My mother called me into the kitchen and told me all that she knew. When she asked if I had any questions, I simply asked if I could go back and finish watching Bugs Bunny. I did have questions– many questions– but none that my adoptive mother could answer.

I only remember crying once. I cried because of the thought that I couldn’t get rid of: that there was something wrong with me and that is why I was placed. Eventually though, the truth that my adoptive parents had chosen me and loved me outshined my self-doubt, and I kept that in my heart to replace my feelings of inadequacy and heartbreak.

When I was a senior in high school, my mother asked me what I would like for a graduation gift. I told her that I would like to visit Germany, the country that I was born in. The hurt on her face was enough to deter me from ever hinting that I’d like to know more about my past again. She asked if I wanted to find my birthmother; I told her that I only wanted to go to Germany to see the castles and the Rhine, to experience the country of my heritage. It made no difference. She was hurt.

A year or so went by. My parents divorced. And one day, my mother showed me my adoption papers. I saw my birthmother’s name, my German name, and the kicker– I was the youngest of six siblings. I was shocked and realized that I desperately wanted to find them.

When both of my parents had passed away, I decided that I could begin my search. I hadn’t wanted to start earlier because I was afraid of hurting their feelings. But where to start? All records were in Germany. I had no contacts there. I was very computer and internet-savvy, but the language barrier slowed my search, and I hit dead ends at every turn.

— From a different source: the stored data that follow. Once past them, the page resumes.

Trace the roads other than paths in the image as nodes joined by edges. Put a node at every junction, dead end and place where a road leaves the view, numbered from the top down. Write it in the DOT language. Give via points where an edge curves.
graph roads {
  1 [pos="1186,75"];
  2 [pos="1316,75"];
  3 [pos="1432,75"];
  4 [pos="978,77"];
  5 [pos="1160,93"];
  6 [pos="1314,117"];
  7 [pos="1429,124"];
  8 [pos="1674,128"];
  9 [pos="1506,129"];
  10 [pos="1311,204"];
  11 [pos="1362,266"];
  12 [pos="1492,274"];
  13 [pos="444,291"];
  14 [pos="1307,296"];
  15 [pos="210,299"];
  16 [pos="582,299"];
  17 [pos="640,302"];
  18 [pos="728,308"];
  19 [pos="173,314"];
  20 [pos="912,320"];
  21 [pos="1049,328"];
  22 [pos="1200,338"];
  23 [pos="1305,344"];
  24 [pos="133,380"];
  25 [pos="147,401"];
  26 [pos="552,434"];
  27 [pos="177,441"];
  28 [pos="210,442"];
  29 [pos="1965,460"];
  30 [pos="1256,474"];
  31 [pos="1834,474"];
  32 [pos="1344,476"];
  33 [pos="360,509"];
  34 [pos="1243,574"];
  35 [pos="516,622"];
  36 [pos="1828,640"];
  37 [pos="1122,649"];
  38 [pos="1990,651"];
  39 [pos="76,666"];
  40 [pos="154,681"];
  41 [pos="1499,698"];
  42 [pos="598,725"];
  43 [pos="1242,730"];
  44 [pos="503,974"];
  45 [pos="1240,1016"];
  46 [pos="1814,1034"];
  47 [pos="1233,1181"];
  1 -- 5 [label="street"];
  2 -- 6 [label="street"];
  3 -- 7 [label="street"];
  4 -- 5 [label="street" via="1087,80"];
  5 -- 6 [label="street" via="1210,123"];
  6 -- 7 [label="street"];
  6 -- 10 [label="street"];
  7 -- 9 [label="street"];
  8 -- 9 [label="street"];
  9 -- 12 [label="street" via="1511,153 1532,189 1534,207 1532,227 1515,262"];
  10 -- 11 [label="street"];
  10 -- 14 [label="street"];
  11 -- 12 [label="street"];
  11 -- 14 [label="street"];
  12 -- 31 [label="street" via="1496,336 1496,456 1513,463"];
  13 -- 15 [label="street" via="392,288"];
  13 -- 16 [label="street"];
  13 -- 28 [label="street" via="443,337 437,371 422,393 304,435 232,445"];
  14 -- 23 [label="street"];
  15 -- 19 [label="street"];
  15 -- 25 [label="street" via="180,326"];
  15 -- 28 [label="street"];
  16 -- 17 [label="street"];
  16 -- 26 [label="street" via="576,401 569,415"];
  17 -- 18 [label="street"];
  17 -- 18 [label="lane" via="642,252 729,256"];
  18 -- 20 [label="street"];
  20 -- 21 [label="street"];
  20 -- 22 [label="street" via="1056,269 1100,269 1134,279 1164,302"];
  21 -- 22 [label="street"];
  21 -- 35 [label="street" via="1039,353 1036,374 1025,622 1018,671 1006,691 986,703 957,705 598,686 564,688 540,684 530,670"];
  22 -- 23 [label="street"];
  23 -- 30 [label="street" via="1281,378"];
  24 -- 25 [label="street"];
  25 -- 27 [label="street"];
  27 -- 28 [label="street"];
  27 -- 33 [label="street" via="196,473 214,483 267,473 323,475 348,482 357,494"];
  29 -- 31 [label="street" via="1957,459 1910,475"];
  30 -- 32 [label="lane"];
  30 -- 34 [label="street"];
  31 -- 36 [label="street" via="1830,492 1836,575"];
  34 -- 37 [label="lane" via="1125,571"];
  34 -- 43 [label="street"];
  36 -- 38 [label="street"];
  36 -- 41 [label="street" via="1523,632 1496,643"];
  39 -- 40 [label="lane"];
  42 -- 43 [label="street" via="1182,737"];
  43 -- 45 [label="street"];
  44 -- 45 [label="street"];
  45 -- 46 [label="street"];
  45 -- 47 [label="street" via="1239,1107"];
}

A year went by. I had pretty much given up my search, when a Search Angel emailed me. She specialized in German adoptions, since she too was a German adoptee. She had found her German birth family and wanted to pay it forward. She was willing to help me even after I explained to her that most of my records had been destroyed in a flood and that I was currently unable to do much since I’d recently broken my back.

Months went by before the search yielded any results. My Search Angel had found one of my sisters and she lived here in the States! It took me a couple of weeks to summon up the courage to call her. Our conversation was wonderful, and we loved each other from the start.

Six weeks after that, another sister was found. This time, I was immediately ready to contact her, but she needed some time to prepare. I understood and waited patiently for her to be comfortable enough to open communication. We began to email regularly and then one day she told me that she was ready for a phone call. The three of us sent current and past photos, and seeing the pictures of them as children made everything seem so much more real; we looked the same. It was wonderful.

Months later, two more sisters had been found.  All five of us were adopted to Americans and after 51 years, we had found each other. The last sibling, our oldest brother, had never left Germany. He was raised by our maternal grandparents and had little desire to make contact. Similarly, our birthmother declined to open communication with us.

I’m not sure why, but I don’t feel hurt by their disinclination to connect. I feel so fulfilled with my sisters that I could just burst.

The desire that I’d felt as a teenager to find my birth siblings had finally been satiated, and it was worth every dead end, every discouraging moment, and the many years that it had taken to find them. I am a brother.